▶ **Task to carry out**: From the first line to the last, reproduce the records below exactly, omitting any picture.

▶ **Data to use**:
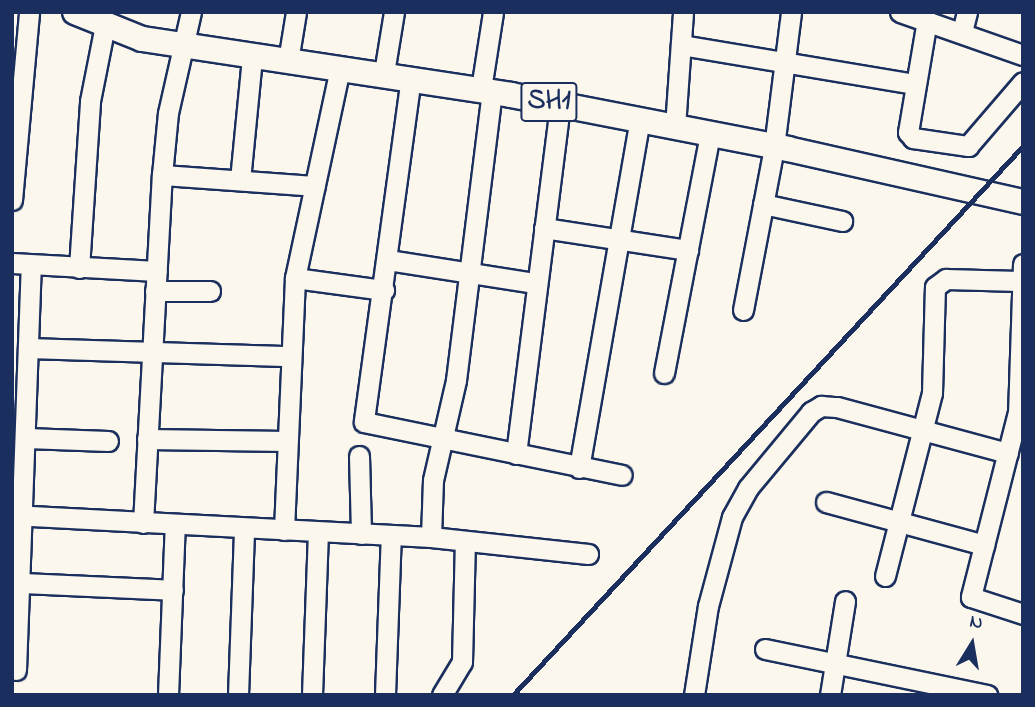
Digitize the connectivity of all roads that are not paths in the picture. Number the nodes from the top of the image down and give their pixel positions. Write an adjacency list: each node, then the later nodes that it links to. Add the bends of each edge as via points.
1 (29, 12): 34 (street)
2 (75, 12): 12 (main road, SH1)
3 (191, 12): 15 (street)
4 (296, 12): 18 (street)
5 (394, 12): 21 (street)
6 (493, 12): 25 (street)
7 (683, 12): 14 (street)
8 (791, 12): 19 (street)
9 (900, 12): 11 (street)
10 (967, 12): 13 (street)
11 (927, 20): 13 (street); 24 (street)
12 (105, 25): 15 (main road, SH1); 43 (street, via 90,101)
13 (962, 32): 16 (street)
14 (681, 45): 19 (street); 28 (street)
15 (183, 47): 17 (main road, SH1); 31 (street, via 168,113)
16 (1023, 55)
17 (252, 57): 18 (main road, SH1); 32 (street)
18 (288, 61): 20 (main road, SH1)
19 (783, 61): 24 (street); 30 (street)
20 (340, 68): 21 (main road, SH1); 33 (street)
21 (384, 73): 22 (main road, SH1)
22 (411, 77): 25 (main road, SH1); 41 (street)
23 (1023, 82): 24 (street, via 974,143 961,146 909,136)
24 (915, 84)
25 (486, 90): 26 (main road, SH1); 44 (street)
26 (560, 104): 27 (main road, SH1); 38 (street)
27 (640, 120): 28 (main road, SH1); 39 (street)
28 (675, 127): 29 (main road, SH1)
29 (710, 135): 30 (main road, SH1); 40 (street)
30 (774, 147): 35 (main road, SH1); 36 (street)
31 (162, 175): 32 (street); 47 (street)
32 (240, 180): 33 (street)
33 (315, 186): 46 (street)
34 (12, 200)
35 (1023, 202)
36 (763, 204): 37 (street); 51 (street)
37 (842, 221)
38 (544, 228): 39 (street); 48 (street)
39 (618, 239): 40 (street); 65 (street)
40 (688, 250): 55 (street)
41 (388, 260): 44 (street); 49 (street)
42 (22, 264): 43 (street); 52 (street)
43 (79, 268): 47 (street)
44 (467, 272): 48 (street); 59 (street, via 456,380)
45 (1021, 272): 56 (street, via 938,283 932,393); 62 (street, via 1018,412)
46 (295, 278): 49 (street); 54 (street)
47 (156, 281): 50 (street); 53 (street)
48 (535, 283): 63 (street)
49 (384, 290): 59 (street, via 362,417 370,424)
50 (210, 291)
51 (743, 310)
52 (29, 348): 53 (street); 57 (street)
53 (151, 354): 54 (street); 58 (street)
54 (290, 356): 60 (street)
55 (664, 373)
56 (923, 430): 62 (street); 69 (street); 95 (street, via 821,407 784,441 732,517 708,606)
57 (26, 438): 61 (street); 68 (street)
58 (147, 439): 60 (street); 70 (street)
59 (443, 439): 63 (street); 77 (street, via 433,480)
60 (287, 440): 73 (street)
61 (108, 441)
62 (1008, 453): 79 (street)
63 (516, 454): 65 (street)
64 (359, 456): 75 (street)
65 (579, 468): 66 (street)
66 (622, 475)
67 (826, 502): 69 (street)
68 (18, 515): 70 (street); 82 (street)
69 (900, 522): 79 (street); 81 (street)
70 (143, 523): 71 (street)
71 (175, 524): 72 (street); 83 (street)
72 (244, 528): 73 (street); 91 (street)
73 (284, 530): 74 (street)
74 (318, 532): 75 (street); 92 (street)
75 (361, 534): 76 (street)
76 (391, 535): 77 (street); 93 (street)
77 (431, 537): 78 (street)
78 (465, 541): 80 (street); 94 (street, via 462,662)
79 (984, 545): 85 (street, via 971,597)
80 (587, 554)
81 (886, 576)
82 (21, 583): 83 (street); 88 (street)
83 (173, 590): 90 (street)
84 (845, 601): 87 (street)
85 (1023, 614)
86 (765, 649): 87 (street)
87 (836, 665): 89 (street); 96 (street)
88 (16, 670)
89 (921, 688): 97 (street)
90 (168, 695)
91 (238, 695)
92 (312, 695)
93 (385, 695)
94 (442, 695)
95 (694, 695)
96 (830, 695)
97 (987, 695)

▶ **Result of the task**:
Digitize the connectivity of all roads that are not paths in the picture. Number the nodes from the top of the image down and give their pixel positions. Write an adjacency list: each node, then the later nodes that it links to. Add the bends of each edge as via points.
1 (29, 12): 34 (street)
2 (75, 12): 12 (main road, SH1)
3 (191, 12): 15 (street)
4 (296, 12): 18 (street)
5 (394, 12): 21 (street)
6 (493, 12): 25 (street)
7 (683, 12): 14 (street)
8 (791, 12): 19 (street)
9 (900, 12): 11 (street)
10 (967, 12): 13 (street)
11 (927, 20): 13 (street); 24 (street)
12 (105, 25): 15 (main road, SH1); 43 (street, via 90,101)
13 (962, 32): 16 (street)
14 (681, 45): 19 (street); 28 (street)
15 (183, 47): 17 (main road, SH1); 31 (street, via 168,113)
16 (1023, 55)
17 (252, 57): 18 (main road, SH1); 32 (street)
18 (288, 61): 20 (main road, SH1)
19 (783, 61): 24 (street); 30 (street)
20 (340, 68): 21 (main road, SH1); 33 (street)
21 (384, 73): 22 (main road, SH1)
22 (411, 77): 25 (main road, SH1); 41 (street)
23 (1023, 82): 24 (street, via 974,143 961,146 909,136)
24 (915, 84)
25 (486, 90): 26 (main road, SH1); 44 (street)
26 (560, 104): 27 (main road, SH1); 38 (street)
27 (640, 120): 28 (main road, SH1); 39 (street)
28 (675, 127): 29 (main road, SH1)
29 (710, 135): 30 (main road, SH1); 40 (street)
30 (774, 147): 35 (main road, SH1); 36 (street)
31 (162, 175): 32 (street); 47 (street)
32 (240, 180): 33 (street)
33 (315, 186): 46 (street)
34 (12, 200)
35 (1023, 202)
36 (763, 204): 37 (street); 51 (street)
37 (842, 221)
38 (544, 228): 39 (street); 48 (street)
39 (618, 239): 40 (street); 65 (street)
40 (688, 250): 55 (street)
41 (388, 260): 44 (street); 49 (street)
42 (22, 264): 43 (street); 52 (street)
43 (79, 268): 47 (street)
44 (467, 272): 48 (street); 59 (street, via 456,380)
45 (1021, 272): 56 (street, via 938,283 932,393); 62 (street, via 1018,412)
46 (295, 278): 49 (street); 54 (street)
47 (156, 281): 50 (street); 53 (street)
48 (535, 283): 63 (street)
49 (384, 290): 59 (street, via 362,417 370,424)
50 (210, 291)
51 (743, 310)
52 (29, 348): 53 (street); 57 (street)
53 (151, 354): 54 (street); 58 (street)
54 (290, 356): 60 (street)
55 (664, 373)
56 (923, 430): 62 (street); 69 (street); 95 (street, via 821,407 784,441 732,517 708,606)
57 (26, 438): 61 (street); 68 (street)
58 (147, 439): 60 (street); 70 (street)
59 (443, 439): 63 (street); 77 (street, via 433,480)
60 (287, 440): 73 (street)
61 (108, 441)
62 (1008, 453): 79 (street)
63 (516, 454): 65 (street)
64 (359, 456): 75 (street)
65 (579, 468): 66 (street)
66 (622, 475)
67 (826, 502): 69 (street)
68 (18, 515): 70 (street); 82 (street)
69 (900, 522): 79 (street); 81 (street)
70 (143, 523): 71 (street)
71 (175, 524): 72 (street); 83 (street)
72 (244, 528): 73 (street); 91 (street)
73 (284, 530): 74 (street)
74 (318, 532): 75 (street); 92 (street)
75 (361, 534): 76 (street)
76 (391, 535): 77 (street); 93 (street)
77 (431, 537): 78 (street)
78 (465, 541): 80 (street); 94 (street, via 462,662)
79 (984, 545): 85 (street, via 971,597)
80 (587, 554)
81 (886, 576)
82 (21, 583): 83 (street); 88 (street)
83 (173, 590): 90 (street)
84 (845, 601): 87 (street)
85 (1023, 614)
86 (765, 649): 87 (street)
87 (836, 665): 89 (street); 96 (street)
88 (16, 670)
89 (921, 688): 97 (street)
90 (168, 695)
91 (238, 695)
92 (312, 695)
93 (385, 695)
94 (442, 695)
95 (694, 695)
96 (830, 695)
97 (987, 695)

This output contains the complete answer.